После ужина стряпухи убрали посуду, девчонки пошли помогать мыть ее, а ребята вытащили карты.
Групоргша при виде карт разве что не затопала ногами и тут же принялась вещать:
— Азартные игры — пережиток прошлого! Играть в карты не к лицу советскому юноше!
Преподаватель уныло глянул на нее; видно, он и сам был бы не прочь перекинуться в картишки, но групоргша изрекала до того правильные истины, что спорить с нею он не решился.
Студенты заворчали:
— А что нам делать?
— Читайте, занимайтесь, учитесь!
— Темно.
— Ну, тогда делитесь планами на будущее.
Я бегом выскочил из дома, чтобы за углом нахохотаться всласть. И откуда только берутся такие? А ведь покажи ей шмайсер или обрез — чего доброго тут же грохнется на колени и запросит пощады. Видывали мы и таких в свое время. Но до чего же легко может испортить настроение один человек! А по какому праву? Легко сказать — сами выбирали. Да ведь мы друг друга совсем не знали, выбирали тех, в кого ткнули пальцем преподаватели. А те, вернее всего, судили по школьной характеристике и биографии. Ну, скорее черт сделается младенцем, чем она на следующих выборах получит мой голос.
Когда, отсмеявшись и накурившись, я вернулся в комнату, здесь уже натянули веревку, и Дзидра успела повесить на нее и свой ватник и мой джемпер. Но я раздеваться пока что не стал: иди знай, сколько раз еще придется сегодня бегать за угол, чтобы погоготать вволю. Если удерживаться, недолго и животик надорвать.
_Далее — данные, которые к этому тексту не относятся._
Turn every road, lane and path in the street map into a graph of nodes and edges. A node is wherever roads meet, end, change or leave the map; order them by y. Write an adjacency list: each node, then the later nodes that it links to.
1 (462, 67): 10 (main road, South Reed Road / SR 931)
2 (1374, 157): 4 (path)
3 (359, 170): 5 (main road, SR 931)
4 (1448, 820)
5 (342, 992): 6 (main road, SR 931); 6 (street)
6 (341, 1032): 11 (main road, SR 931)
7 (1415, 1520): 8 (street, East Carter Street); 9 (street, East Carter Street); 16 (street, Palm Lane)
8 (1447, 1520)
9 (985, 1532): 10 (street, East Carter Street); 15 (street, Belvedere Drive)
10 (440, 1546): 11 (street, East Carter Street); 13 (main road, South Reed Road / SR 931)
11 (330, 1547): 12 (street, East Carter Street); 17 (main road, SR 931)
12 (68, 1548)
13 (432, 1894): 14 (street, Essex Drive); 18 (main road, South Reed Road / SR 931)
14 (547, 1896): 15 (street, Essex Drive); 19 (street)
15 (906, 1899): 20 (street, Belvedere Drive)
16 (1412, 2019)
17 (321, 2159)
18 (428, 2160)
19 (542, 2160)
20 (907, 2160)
И я правильно сделал, потому что отворилась дверь и вошла плотная женщина. По ее лицу и фигуре чувствовалось, что в свое время она была красавицей. Наверное, кто-то из колхозного начальства.
— Добрый вечер, — неторопливо поздоровалась она.
Что за черт: то ли еще сказывалось вчерашнее похмелье, то ли я заболел манией преследования, но мне почудилось, что вошедшая чересчур внимательно посмотрела на меня, и еще — что было в ее облике что-то знакомое.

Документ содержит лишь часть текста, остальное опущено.